The compile error is because compiler is so smart now and at the same
time not enough smart.

Call stack is as following:

virtio_xmit_pkts_simple
  virtio_xmit_cleanup
    rte_mempool_put_bulk
      rte_mempool_generic_put
        __mempool_generic_put
	  rte_memcpy

The array used as source buffer in virtio_xmit_cleanup (free) is a
pointer array with 32 elements, in 32bit this makes 128 bytes.

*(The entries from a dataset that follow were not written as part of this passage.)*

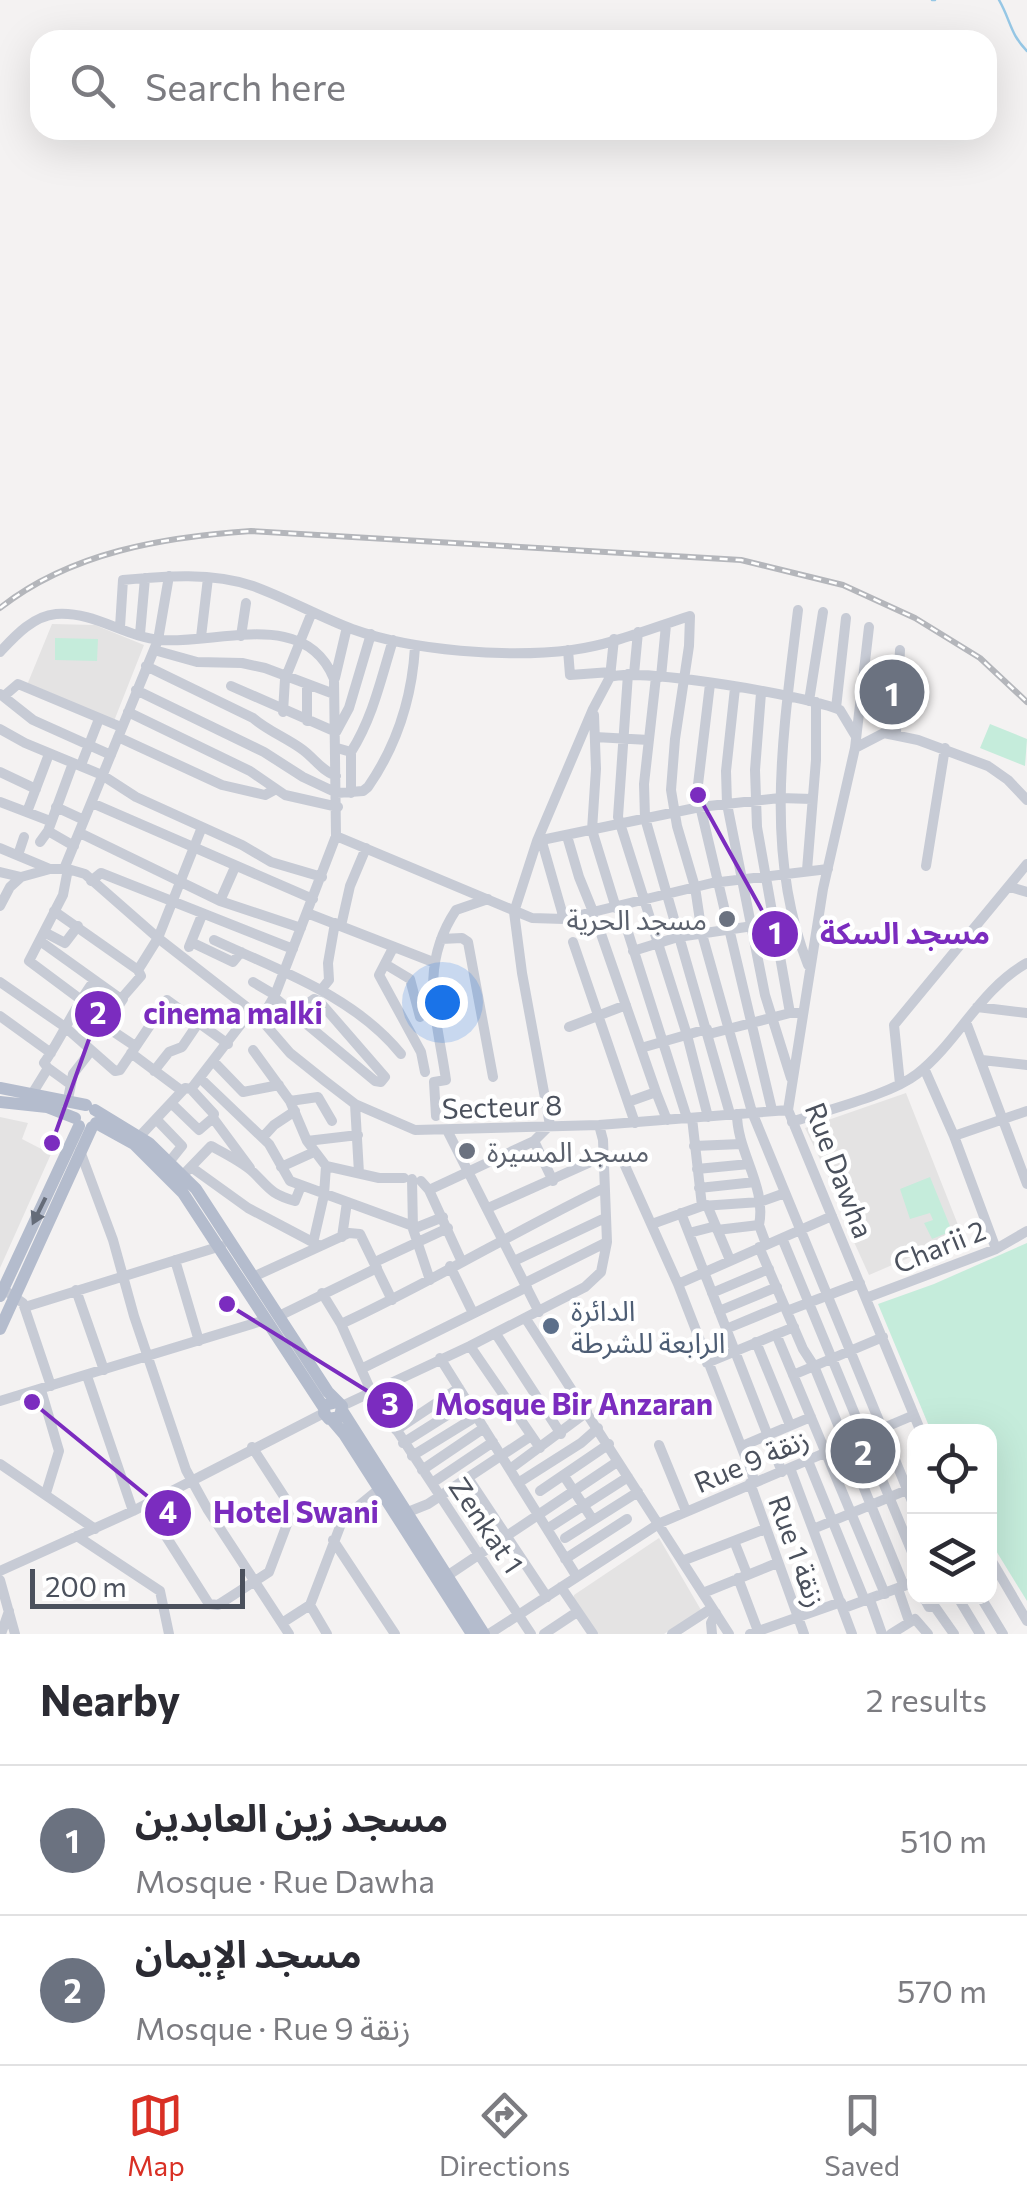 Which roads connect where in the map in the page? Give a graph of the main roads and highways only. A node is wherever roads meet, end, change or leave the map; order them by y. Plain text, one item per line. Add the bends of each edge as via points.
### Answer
1 (0, 1088) edge
2 (0, 1102) edge
3 (87, 1118) junction
4 (225, 1245) junction
5 (11, 1297) edge
6 (272, 1318) junction
7 (0, 1329) edge
8 (333, 1410) junction
9 (472, 1634) edge
10 (487, 1634) edge

1 - 3 main road via 68,1100
2 - 3 main road
3 - 4 main road via 126,1138 166,1174
3 - 4 main road via 140,1136 187,1171
3 -> 5 main road
3 - 5 main road via 80,1151
4 - 6 main road
4 - 6 main road via 253,1277
5 - 7 main road
6 - 8 main road
8 - 9 main road
8 - 10 main road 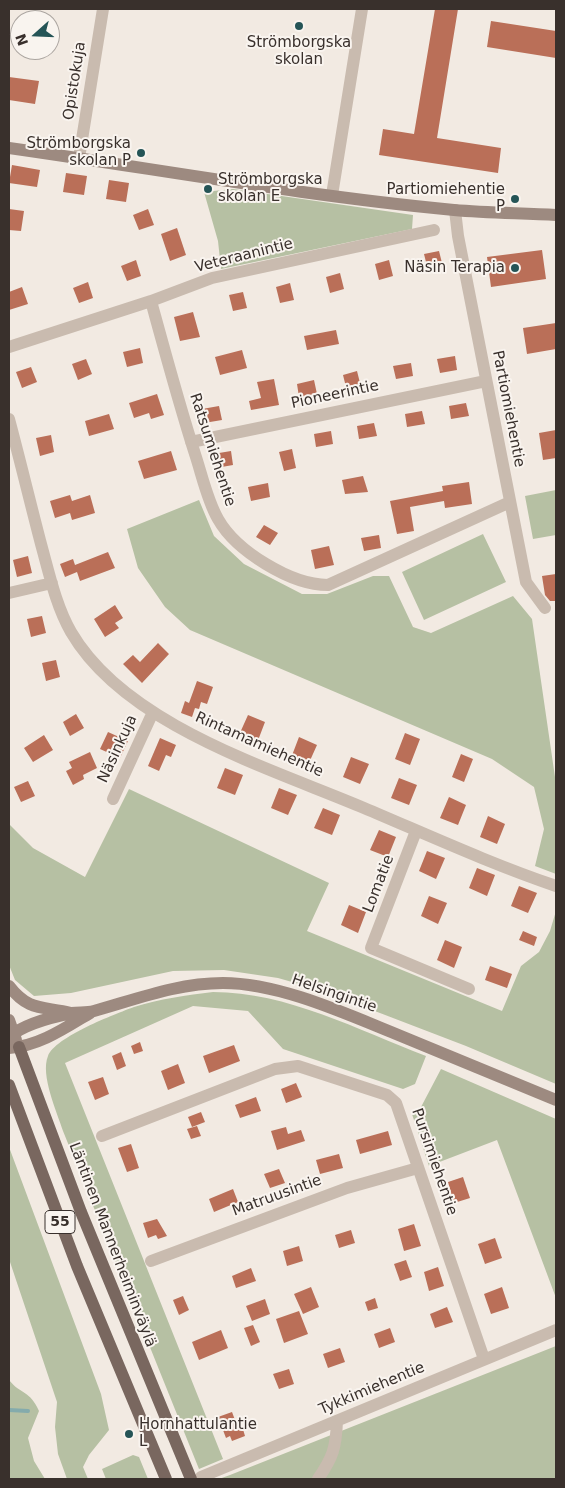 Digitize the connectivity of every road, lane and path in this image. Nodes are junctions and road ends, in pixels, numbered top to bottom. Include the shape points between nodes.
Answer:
1 (103, 9) edge
2 (362, 9) edge
3 (9, 148) edge
4 (79, 158) junction
5 (332, 195) junction
6 (455, 210) junction
7 (556, 215) edge
8 (434, 230) dead end
9 (151, 301) junction
10 (9, 347) edge
11 (486, 380) junction
12 (9, 419) edge
13 (191, 442) junction
14 (510, 502) junction
15 (52, 583) junction
16 (9, 593) edge
17 (545, 608) dead end
18 (153, 712) junction
19 (113, 800) dead end
20 (416, 831) junction
21 (556, 886) edge
22 (9, 986) edge
23 (469, 989) dead end
24 (92, 1011) junction
25 (71, 1013) junction
26 (9, 1020) edge
27 (11, 1035) edge
28 (14, 1048) edge
29 (9, 1085) edge
30 (556, 1100) edge
31 (102, 1136) dead end
32 (418, 1168) junction
33 (151, 1261) dead end
34 (556, 1330) edge
35 (484, 1359) junction
36 (337, 1421) junction
37 (196, 1478) edge
38 (166, 1479) edge
39 (318, 1479) edge

1 - 4 street, Opistokuja
2 - 5 street
3 - 4 main road
4 - 5 main road
5 - 6 main road
6 - 7 main road
6 - 11 street, Partiomiehentie
8 - 9 street, Veteraanintie via 212,278
9 - 10 street, Veteraanintie
9 - 13 street, Ratsumiehentie
11 - 13 street, Pioneerintie
11 - 14 street, Partiomiehentie
12 - 15 street, Rintamamiehentie
13 - 14 street, Ratsumiehentie via 218,519 237,543 273,568 316,585 328,585
14 - 17 street, Partiomiehentie via 526,582
15 - 16 street
15 - 18 street, Rintamamiehentie via 70,630 84,653
18 - 19 street, Näsinkuja
18 - 20 street, Rintamamiehentie via 207,744
20 - 21 street, Rintamamiehentie
20 - 23 street, Lomatie via 371,948
22 - 25 main road, Helsingintie via 18,998 34,1007
24 - 25 main road, Helsingintie
24 - 28 main road, Helsingintie via 56,1034
24 - 30 main road, Helsingintie via 142,995 187,986 223,982 254,986 365,1021
25 - 27 main road, Helsingintie
26 - 27 main road, Läntinen Mannerheiminväylä
27 - 28 main road, Läntinen Mannerheiminväylä
28 - 37 main road, Läntinen Mannerheiminväylä / 55 via 84,1221
29 - 38 main road, 55 via 78,1266
31 - 32 street, Pursimiehentie via 275,1068 298,1066 387,1096 396,1102
32 - 33 street, Matruusintie via 347,1188
32 - 35 street, Pursimiehentie
34 - 35 street, Tykkimiehentie
35 - 36 street, Tykkimiehentie
36 - 37 street, Tykkimiehentie
36 - 39 street via 336,1448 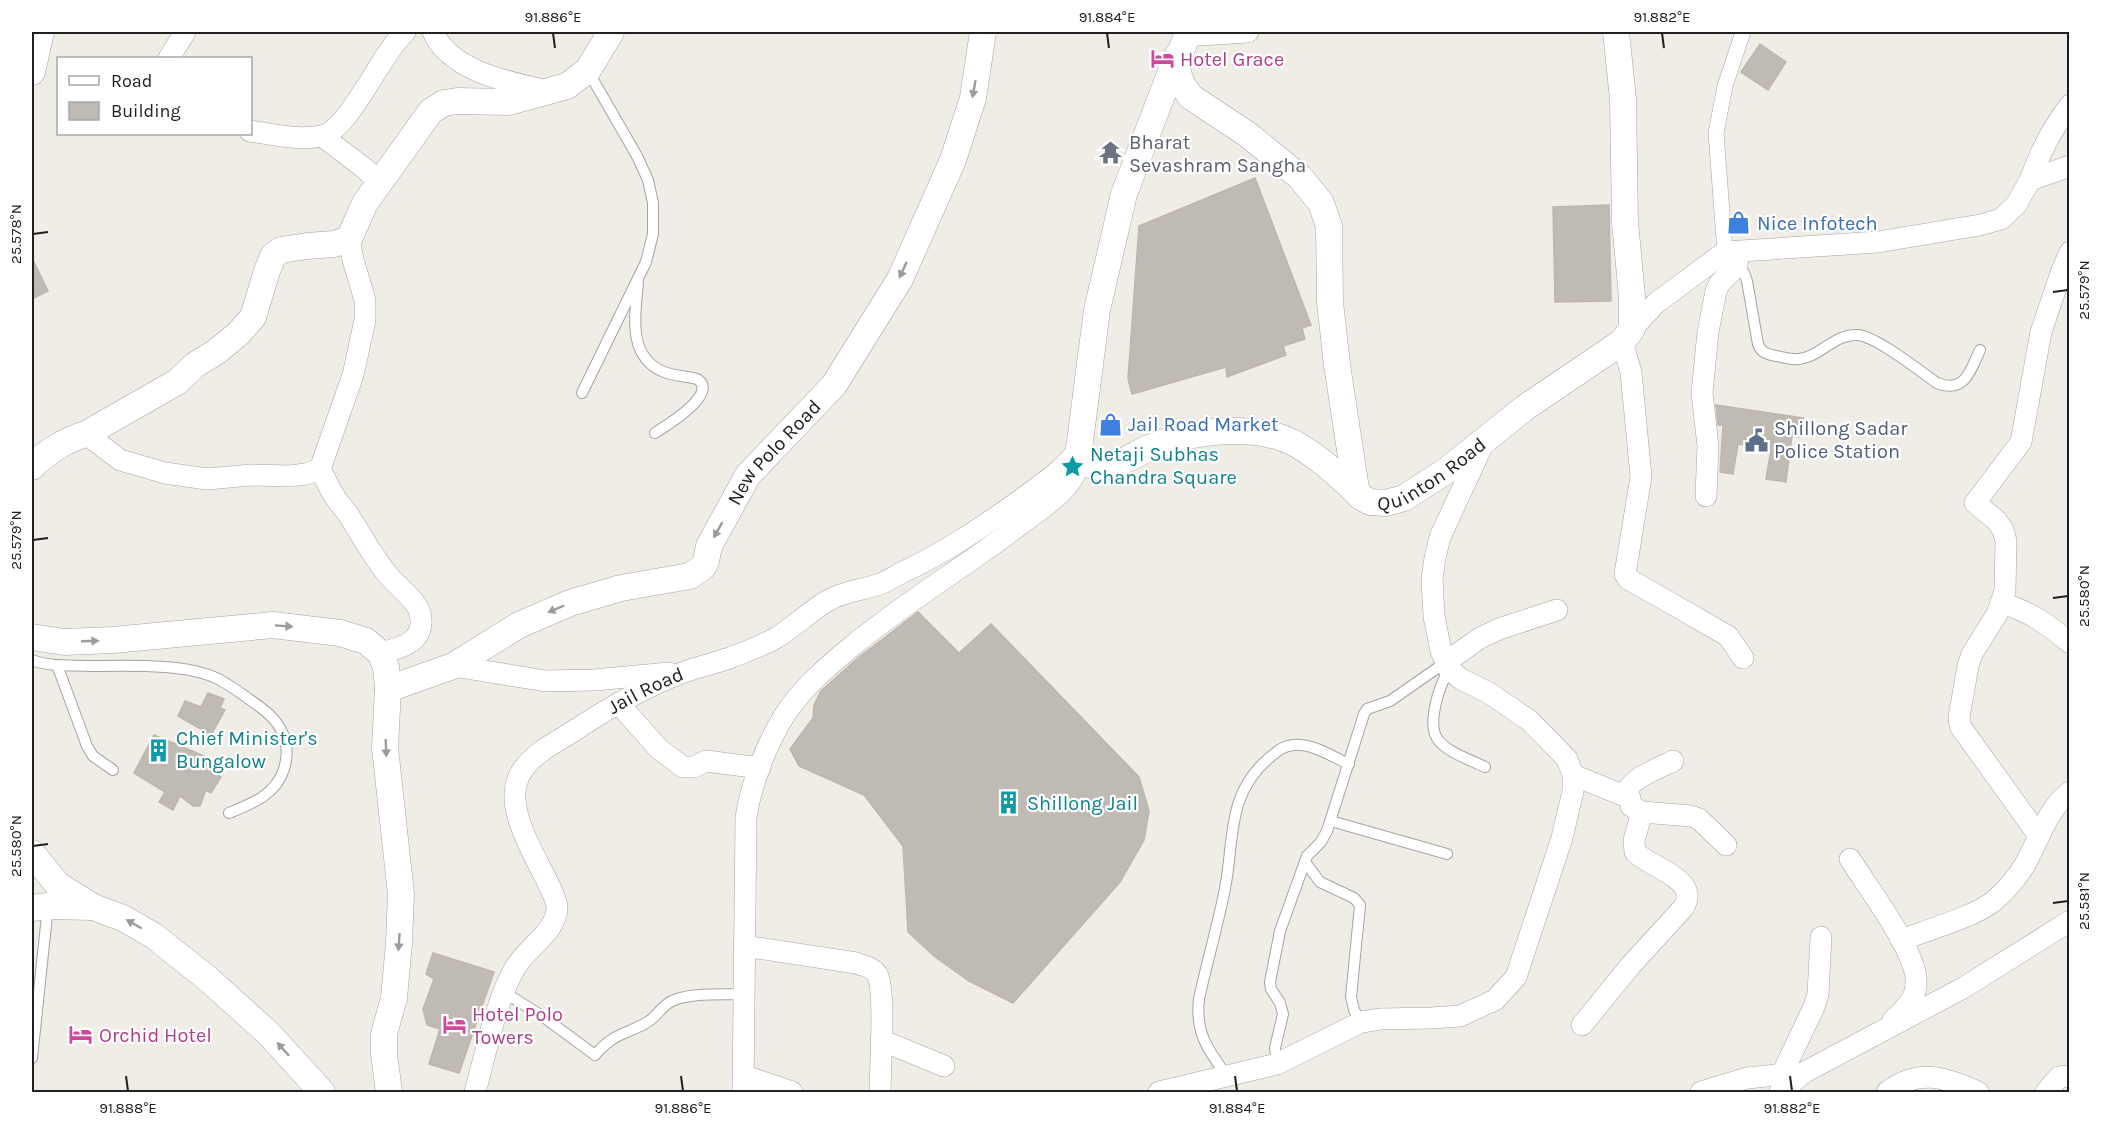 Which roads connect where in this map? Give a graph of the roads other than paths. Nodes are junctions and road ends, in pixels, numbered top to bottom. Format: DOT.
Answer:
graph roads {
  1 [pos="41,32"];
  2 [pos="185,32"];
  3 [pos="405,32"];
  4 [pos="433,32"];
  5 [pos="611,32"];
  6 [pos="983,32"];
  7 [pos="1248,32"];
  8 [pos="1616,32"];
  9 [pos="1743,32"];
  10 [pos="1186,36"];
  11 [pos="170,57"];
  12 [pos="588,70"];
  13 [pos="32,72"];
  14 [pos="548,91"];
  15 [pos="2070,105"];
  16 [pos="252,131"];
  17 [pos="322,136"];
  18 [pos="2070,166"];
  19 [pos="2030,180"];
  20 [pos="378,182"];
  21 [pos="349,239"];
  22 [pos="2070,252"];
  23 [pos="1733,257"];
  24 [pos="639,277"];
  25 [pos="1627,336"];
  26 [pos="1980,350"];
  27 [pos="582,393"];
  28 [pos="655,433"];
  29 [pos="86,434"];
  30 [pos="1485,440"];
  31 [pos="1080,451"];
  32 [pos="32,466"];
  33 [pos="320,469"];
  34 [pos="1706,496"];
  35 [pos="1361,497"];
  36 [pos="2002,603"];
  37 [pos="1557,610"];
  38 [pos="32,638"];
  39 [pos="2070,643"];
  40 [pos="380,653"];
  41 [pos="1743,658"];
  42 [pos="32,660"];
  43 [pos="57,665"];
  44 [pos="1448,665"];
  45 [pos="453,666"];
  46 [pos="685,671"];
  47 [pos="388,689"];
  48 [pos="619,704"];
  49 [pos="1673,761"];
  50 [pos="1348,764"];
  51 [pos="1485,767"];
  52 [pos="760,768"];
  53 [pos="113,770"];
  54 [pos="1574,775"];
  55 [pos="2070,792"];
  56 [pos="1636,805"];
  57 [pos="229,813"];
  58 [pos="1331,821"];
  59 [pos="2039,836"];
  60 [pos="1726,845"];
  61 [pos="32,853"];
  62 [pos="1447,855"];
  63 [pos="1850,859"];
  64 [pos="1305,862"];
  65 [pos="40,907"];
  66 [pos="93,907"];
  67 [pos="2070,921"];
  68 [pos="1821,937"];
  69 [pos="1901,940"];
  70 [pos="744,946"];
  71 [pos="504,992"];
  72 [pos="744,994"];
  73 [pos="1361,1022"];
  74 [pos="1582,1025"];
  75 [pos="1879,1033"];
  76 [pos="881,1040"];
  77 [pos="32,1058"];
  78 [pos="1277,1064"];
  79 [pos="944,1066"];
  80 [pos="1227,1076"];
  81 [pos="2070,1076"];
  82 [pos="1781,1083"];
  83 [pos="744,1084"];
  84 [pos="322,1092"];
  85 [pos="389,1092"];
  86 [pos="475,1092"];
  87 [pos="792,1092"];
  88 [pos="880,1092"];
  89 [pos="1159,1092"];
  90 [pos="1701,1092"];
  91 [pos="1887,1092"];
  92 [pos="1978,1092"];
  93 [pos="2046,1092"];
  1 -- 13 [label="street"];
  2 -- 11 [label="street"];
  3 -- 17 [label="street"];
  4 -- 14 [label="street"];
  5 -- 12 [label="street"];
  6 -- 45 [label="street, New Polo Road, one-way"];
  7 -- 10 [label="street"];
  8 -- 25 [label="street"];
  9 -- 23 [label="street"];
  10 -- 31 [label="street"];
  10 -- 35 [label="street, Quinton Road"];
  12 -- 14 [label="street"];
  12 -- 24 [label="lane"];
  14 -- 20 [label="street"];
  15 -- 19 [label="street"];
  16 -- 17 [label="street"];
  17 -- 20 [label="street"];
  18 -- 19 [label="street"];
  19 -- 23 [label="street"];
  20 -- 21 [label="street"];
  21 -- 29 [label="street"];
  21 -- 33 [label="street"];
  22 -- 36 [label="street"];
  23 -- 25 [label="street"];
  23 -- 26 [label="lane"];
  23 -- 34 [label="street"];
  24 -- 27 [label="lane"];
  24 -- 28 [label="lane"];
  25 -- 30 [label="street, Quinton Road"];
  25 -- 41 [label="street"];
  29 -- 32 [label="street"];
  29 -- 33 [label="street"];
  30 -- 35 [label="street, Quinton Road"];
  30 -- 44 [label="street"];
  31 -- 35 [label="street"];
  31 -- 46 [label="street, Jail Road"];
  31 -- 52 [label="street"];
  33 -- 40 [label="street"];
  36 -- 39 [label="street"];
  36 -- 59 [label="street"];
  37 -- 44 [label="street"];
  38 -- 40 [label="street, one-way"];
  40 -- 47 [label="street"];
  42 -- 43 [label="lane"];
  43 -- 53 [label="lane"];
  43 -- 57 [label="lane"];
  44 -- 50 [label="lane"];
  44 -- 51 [label="lane"];
  44 -- 54 [label="street"];
  45 -- 46 [label="street"];
  45 -- 47 [label="street, New Polo Road"];
  46 -- 48 [label="street, Jail Road"];
  47 -- 85 [label="street, one-way"];
  48 -- 52 [label="street"];
  48 -- 71 [label="street, Jail Road"];
  49 -- 56 [label="street"];
  50 -- 58 [label="lane"];
  50 -- 80 [label="lane"];
  52 -- 70 [label="street"];
  54 -- 56 [label="street"];
  54 -- 73 [label="street"];
  55 -- 59 [label="street"];
  56 -- 60 [label="street"];
  56 -- 74 [label="street"];
  58 -- 62 [label="lane"];
  58 -- 64 [label="lane"];
  59 -- 69 [label="street"];
  61 -- 66 [label="street"];
  63 -- 69 [label="street"];
  64 -- 73 [label="lane"];
  64 -- 78 [label="lane"];
  65 -- 66 [label="street"];
  65 -- 77 [label="lane"];
  84 -- 66 [label="street, one-way"];
  67 -- 75 [label="street"];
  68 -- 82 [label="street"];
  69 -- 75 [label="street"];
  70 -- 72 [label="street"];
  70 -- 76 [label="street"];
  71 -- 72 [label="lane"];
  71 -- 86 [label="street, Jail Road"];
  72 -- 83 [label="street"];
  73 -- 78 [label="street"];
  75 -- 82 [label="street"];
  76 -- 79 [label="street"];
  76 -- 88 [label="street"];
  78 -- 80 [label="street"];
  80 -- 89 [label="street"];
  81 -- 93 [label="street"];
  82 -- 90 [label="street"];
  83 -- 87 [label="street"];
  91 -- 92 [label="street"];
}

in rte_memcpy() implementation, there a code piece as following:
if (size > 256) {
    rte_move128(...);
    rte_move128(...); <--- [1]
    ....
}

The compiler traces the array all through the call stack and knows the
size of array is 128 and generates a warning on above [1] which tries to
access beyond byte 128.
But unfortunately it ignores the "(size > 256)" check.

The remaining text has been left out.